To do this, they're taking intelligence from the CDP and connecting it to their support or help desk. Many other customers are now connecting this same intelligence into their CRM systems so sales professionals or relationship managers can act on that data. They're also connecting to their product systems, loyalty systems, and many more touchpoints.
This is a big "aha!" for many brands. Traditionally, marketing and the broader customer experience weren't seen as connected or unified. Now, brands are realizing that if they understand customers through the lens of CX data, they can:
- Take very intelligent actions in marketing.
- Make marketing itself much more experiential.
- Make customer engagement channels much smarter.
- Influence all other CX touchpoints and make them more coordinated with marketing.
This is where the best brands we work with are heading: connecting their customer engagement across marketing channels with the broader customer experience that happens in sales, support, product, and many other functions. This is truly the holy grail of building an omnichannel experience.

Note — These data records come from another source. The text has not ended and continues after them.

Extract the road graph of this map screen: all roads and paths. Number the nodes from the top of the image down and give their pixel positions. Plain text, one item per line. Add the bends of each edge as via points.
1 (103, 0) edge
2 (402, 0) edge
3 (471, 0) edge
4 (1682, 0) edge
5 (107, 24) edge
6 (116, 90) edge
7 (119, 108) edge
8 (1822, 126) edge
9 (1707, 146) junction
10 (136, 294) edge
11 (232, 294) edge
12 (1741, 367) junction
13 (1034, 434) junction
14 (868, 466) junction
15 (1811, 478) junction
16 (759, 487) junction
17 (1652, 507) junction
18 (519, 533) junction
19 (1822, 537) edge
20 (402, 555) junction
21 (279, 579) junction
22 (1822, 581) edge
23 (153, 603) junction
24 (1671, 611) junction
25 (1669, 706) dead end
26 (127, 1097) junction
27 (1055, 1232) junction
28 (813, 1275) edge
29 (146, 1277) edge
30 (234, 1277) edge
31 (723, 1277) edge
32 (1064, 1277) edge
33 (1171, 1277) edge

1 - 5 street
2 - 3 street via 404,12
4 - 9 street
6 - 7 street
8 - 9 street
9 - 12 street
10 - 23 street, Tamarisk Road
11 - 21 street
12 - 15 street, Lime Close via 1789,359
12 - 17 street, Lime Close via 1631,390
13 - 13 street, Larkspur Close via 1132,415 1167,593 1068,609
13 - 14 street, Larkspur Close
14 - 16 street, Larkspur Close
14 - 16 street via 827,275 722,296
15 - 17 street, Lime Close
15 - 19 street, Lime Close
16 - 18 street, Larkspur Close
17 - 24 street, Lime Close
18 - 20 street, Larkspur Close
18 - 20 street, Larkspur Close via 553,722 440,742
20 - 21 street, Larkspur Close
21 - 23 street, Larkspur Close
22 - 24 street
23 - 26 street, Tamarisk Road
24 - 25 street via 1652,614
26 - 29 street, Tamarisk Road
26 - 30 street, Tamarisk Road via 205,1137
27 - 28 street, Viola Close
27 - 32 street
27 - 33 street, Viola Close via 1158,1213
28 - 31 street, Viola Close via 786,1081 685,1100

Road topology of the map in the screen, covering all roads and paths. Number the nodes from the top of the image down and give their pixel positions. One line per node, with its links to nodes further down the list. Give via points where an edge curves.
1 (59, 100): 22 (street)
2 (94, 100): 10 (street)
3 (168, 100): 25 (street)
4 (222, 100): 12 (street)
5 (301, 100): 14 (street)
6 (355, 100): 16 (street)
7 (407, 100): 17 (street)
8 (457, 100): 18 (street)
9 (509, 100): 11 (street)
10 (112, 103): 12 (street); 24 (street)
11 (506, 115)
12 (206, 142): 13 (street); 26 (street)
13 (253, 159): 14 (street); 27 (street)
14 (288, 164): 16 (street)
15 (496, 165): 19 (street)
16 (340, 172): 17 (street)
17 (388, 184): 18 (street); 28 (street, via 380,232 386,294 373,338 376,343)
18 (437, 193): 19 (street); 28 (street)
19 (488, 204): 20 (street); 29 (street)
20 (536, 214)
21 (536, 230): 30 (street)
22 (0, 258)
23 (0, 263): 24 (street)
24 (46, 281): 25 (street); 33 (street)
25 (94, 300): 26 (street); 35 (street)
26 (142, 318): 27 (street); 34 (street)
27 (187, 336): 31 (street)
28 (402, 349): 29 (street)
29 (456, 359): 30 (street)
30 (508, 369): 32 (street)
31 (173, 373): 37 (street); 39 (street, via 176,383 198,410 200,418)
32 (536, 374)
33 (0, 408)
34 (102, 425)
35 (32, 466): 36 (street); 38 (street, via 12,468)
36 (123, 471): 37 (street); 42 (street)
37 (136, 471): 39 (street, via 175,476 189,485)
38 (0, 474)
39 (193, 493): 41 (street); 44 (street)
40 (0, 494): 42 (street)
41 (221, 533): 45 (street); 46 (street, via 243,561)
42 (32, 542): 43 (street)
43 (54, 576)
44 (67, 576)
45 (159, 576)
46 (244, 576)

Building Blocks for Omnichannel Experience
If you think about the three building blocks of this omnichannel experience:
- Centralized Experience Orchestration: You have to think about the customer experience and all customer journey touchpoints (marketing or outside) and figure out a centralized way to orchestrate them. This orchestration is about identifying the right moments for interaction, and also the right content and the right channel.
- Align People and Processes: This is a big one. The best brands are doing it right, connecting people and organizations instead of operating in silos. The simplest version is connecting different silos within marketing (e.g., email marketing with paid media). More importantly, the most successful brands are connecting marketing with customer experience functions outside of marketing, like the e-learning company example.
- Unified CX Strategy: This all feeds into layering in a unified CX strategy, where all efforts are seen as extending the customer's experience, going much beyond just marketing. This strategy must be the underpinning of the entire effort.
Key Takeaways
I've learned these lessons from our customers, some of the very savviest brands we work with. There are three key things they're doing right:
- Shift Focus from Marketing Data to Customer Experience Data: Traditional marketers focus on marketing data (email opens/clicks, ad impressions). While this data is still important, truly understanding customer data (CX data) is even more crucial. This mental shift means optimizing the customer's experience at a customer level, rather than just squeezing out clicks through A/B testing based on marketing data.
- Customer-Centric Campaigns, Not Channel-First: When thinking about marketing campaigns, engagement orchestration, or experience orchestration, channels are still important (email, direct mail, paid media, SMS). However, you must start from the customer, not the channel. This is a big mindset shift that successful brands have made.
- Intertwine Marketing with Broader CX Functions: Traditionally, marketing has been on the outskirts of the customer experience function, focused on driving customers into the experience rather than extending it. Today, brands everywhere are realizing that marketing and customer experience must be integrated to truly deliver an omnichannel customer experience.
These are three big lessons I've learned from working with so many different brands. I'm excited to share some of this with you. Thank you for having me at this Martech conference. I look forward to all your questions from the audience, and once again, thank you for taking the time to be here. Thank you so much.